The Internet economy exists in large part because of advertising. This involves tracking website visitors between sites and building detailed profiles on them – to better sell them things they may not want or need.

You can help keep your users’ data private with the privacy-friendly Google Analytics alternative web analytics tools. Here we will look at three of them.

Why do website owners use Google Analytics?

Analytics help website owners understand what visitors want to read on their site, how they get there, which authors and publishers are performing well, and how users move from page to page. This is valuable information in that it helps website owners create better content that visitors will want to consume.

Of course, analytics are also used to provide valuable customer insights. These may be used directly by the website for advertising purposes or sold to other advertisers. This is not always the case, so the analyzes are not always negative. But, they are not always very privacy-oriented.

Why You Should Avoid Google Analytics

Google Analytics offers all the benefits described above, but it also collects large amounts of personal information about website users. The service then gathers them from each website visited by a user on which Google Analytics is deployed.

This gives advertising and tracking companies unique insight into a user’s likes, dislikes, sexuality, health, and all sorts of metrics they’d rather keep private.

Even with ad blockers or other opt-out tracking extensions enabled, Google Analytics may collect details such as IP address and user agent string whenever you visit a site that uses part of the network. GA. This information alone is usually enough to link web activity to an individual.

There are raging debates over whether such invasive tracking is legal, and several European governments have banned or are in the process of banning its use, in part because of the transmission of data to the United States.

Despite the California Consumer Privacy Act (CCPA) and European General Data Protection Regulation (GDPR) requiring companies to obtain consent for user tracking, many websites ignore it because it can be difficult to put implemented, especially with niche content management systems.

Website visitors are also increasingly nervous about tracking companies knowing everything they do on the web and in the real world, and some are actively avoiding sites that use Google Analytics.

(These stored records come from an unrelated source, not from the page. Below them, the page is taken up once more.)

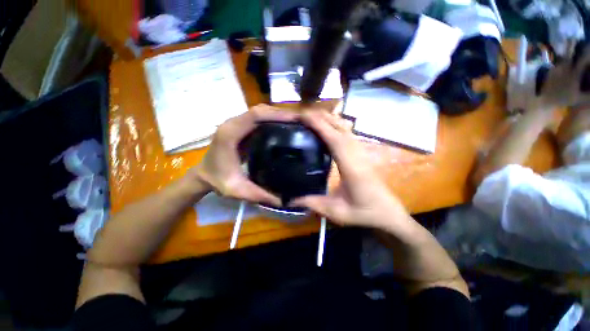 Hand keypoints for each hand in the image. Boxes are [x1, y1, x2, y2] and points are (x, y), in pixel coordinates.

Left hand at [191, 104, 296, 205]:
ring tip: (295, 123)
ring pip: (259, 113)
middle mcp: (232, 124)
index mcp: (230, 134)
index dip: (276, 115)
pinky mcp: (240, 127)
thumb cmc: (218, 181)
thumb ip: (261, 195)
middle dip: (281, 113)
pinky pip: (257, 119)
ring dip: (277, 115)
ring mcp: (236, 124)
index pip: (255, 116)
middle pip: (259, 111)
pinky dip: (271, 120)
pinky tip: (283, 127)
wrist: (204, 175)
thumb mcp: (239, 190)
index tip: (295, 120)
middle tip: (300, 122)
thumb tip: (285, 200)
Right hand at [291, 111, 410, 231]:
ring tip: (312, 118)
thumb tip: (290, 200)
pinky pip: (347, 134)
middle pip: (340, 128)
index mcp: (351, 167)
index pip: (334, 139)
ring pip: (345, 128)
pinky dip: (336, 126)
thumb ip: (312, 203)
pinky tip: (327, 128)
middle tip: (302, 114)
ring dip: (329, 119)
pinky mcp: (361, 154)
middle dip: (321, 117)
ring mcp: (360, 152)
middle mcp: (356, 154)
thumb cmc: (364, 213)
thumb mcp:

3 privacy-focused alternatives to Google Analytics

Google Analytics has become the dominant analytics package because it’s easy to deploy, free for websites, and reveals a staggering amount of data. A privacy-friendly analytics package should provide website owners with the data they need to improve their website without passing this information on to third parties.

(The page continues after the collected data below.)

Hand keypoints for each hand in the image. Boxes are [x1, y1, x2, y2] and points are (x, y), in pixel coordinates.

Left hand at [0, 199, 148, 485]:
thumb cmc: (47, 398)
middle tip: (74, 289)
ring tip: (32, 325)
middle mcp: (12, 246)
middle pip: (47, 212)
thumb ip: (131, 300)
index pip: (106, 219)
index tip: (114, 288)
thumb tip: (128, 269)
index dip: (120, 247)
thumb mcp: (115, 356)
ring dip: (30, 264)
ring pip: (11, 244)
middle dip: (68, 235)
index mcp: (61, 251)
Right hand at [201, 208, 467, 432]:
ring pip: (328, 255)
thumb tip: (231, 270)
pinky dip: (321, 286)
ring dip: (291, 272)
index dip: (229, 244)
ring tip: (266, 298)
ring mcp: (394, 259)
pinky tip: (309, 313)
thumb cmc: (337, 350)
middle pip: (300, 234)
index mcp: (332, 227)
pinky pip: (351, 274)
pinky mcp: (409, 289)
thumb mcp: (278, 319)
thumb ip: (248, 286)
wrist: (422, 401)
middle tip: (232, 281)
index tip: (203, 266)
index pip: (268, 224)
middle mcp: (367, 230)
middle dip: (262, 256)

The software should also be easy to configure. Whether you consider these features worth paying for is up to you. Privacy-friendly analytics exist, and here are some of the best:

1. Matomo

Matomo Analytics was formerly known as Piwik and was launched in 2007 as a free, open-source alternative to Google Analytics with a focus on user privacy. Among its features, Matomo shows visitors in real time and displays this information in text and graph form, as well as a world map showing where visitors are coming from and an overview of behavior on the site.

Matomo boasts GDPR compliance, 100% data ownership, reliability and security.

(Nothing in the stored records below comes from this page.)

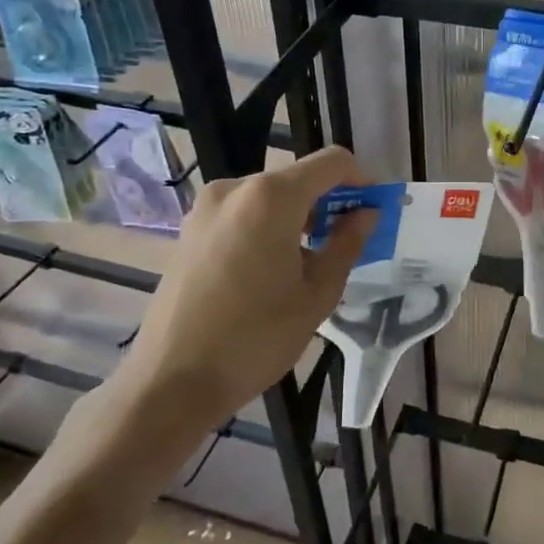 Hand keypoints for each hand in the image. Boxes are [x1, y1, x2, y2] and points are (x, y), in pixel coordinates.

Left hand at [125, 146, 375, 425]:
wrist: (171, 381)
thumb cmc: (255, 338)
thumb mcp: (317, 294)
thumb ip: (347, 244)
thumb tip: (365, 214)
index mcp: (271, 196)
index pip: (332, 162)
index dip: (361, 180)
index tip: (373, 212)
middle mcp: (235, 188)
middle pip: (298, 178)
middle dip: (328, 203)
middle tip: (343, 244)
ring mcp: (206, 208)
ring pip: (268, 197)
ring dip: (297, 217)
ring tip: (305, 264)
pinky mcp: (188, 230)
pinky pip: (241, 214)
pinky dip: (266, 227)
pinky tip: (268, 271)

Although Matomo offers paid cloud hosting for your analyses, it is free to host, very easy to set up and run on your own hardware. It works great even on old or underpowered hardware and can handle large numbers of visitors without loss of stability, even on a Raspberry Pi.

2. Koko Analysis

If your website is WordPress-based, Koko Analytics is incredibly easy to install. Just click “Add New” in the Plugins section and search for “Koko Analytics”.

User privacy is Koko Analytics’ number one concern and in the settings you will find an option to perform log-based analytics. This is less accurate than cookie-based analytics and doesn’t do a perfect job of detecting returning visitors, but provides additional privacy for your users if you choose to opt-in.

The data is displayed in easy-to-understand graphs, and when Koko is able to detect where a visitor is coming from or the route they landed on your site, this will also be displayed.

No personal information is ever tracked and Koko is fully GDPR compliant. Data can be configured to be deleted automatically after a set number of days.

3. Plausible analyzes

Plausible Analytics is a latecomer to the world of privacy-aware analytics with development beginning in late 2018 and the first release in April 2019. The hosted version of Plausible charges based on the number of visits to your site, with the lowest tier (up to up to 10,000 pageviews per month) costing $9 per month.

Plausible is developed and hosted in the EU and is GDPR and CCPA compliant, as well as the Privacy and Electronic Communications Regulation. With the analytics tool, there are no persistent identifiers, no personal data is collected, and no cookies are used.

Useful features for web admins include the ability to create goals, track events and conversions, and share your dashboard with viewers who aren’t logged in.

In addition to paid hosting, you are also free to host plausible analytics on your own hardware, whether at your business premises or at home. There is no charge to download it and no charge to use it as you wish.

There are great privacy-focused alternatives to Google Analytics

Getting the information you need about your visitors doesn’t necessarily mean selling their data to ad agencies. We’ve shown you three fantastic alternatives that can generate detailed data while maintaining your users’ privacy. Best of all, they don’t need to rely on any external infrastructure; you can run them yourself on your own servers.

There are other privacy-focused analytics tools, if you have a requirement that none of these options satisfies. It may also be worth considering a separate tool to monitor your website traffic.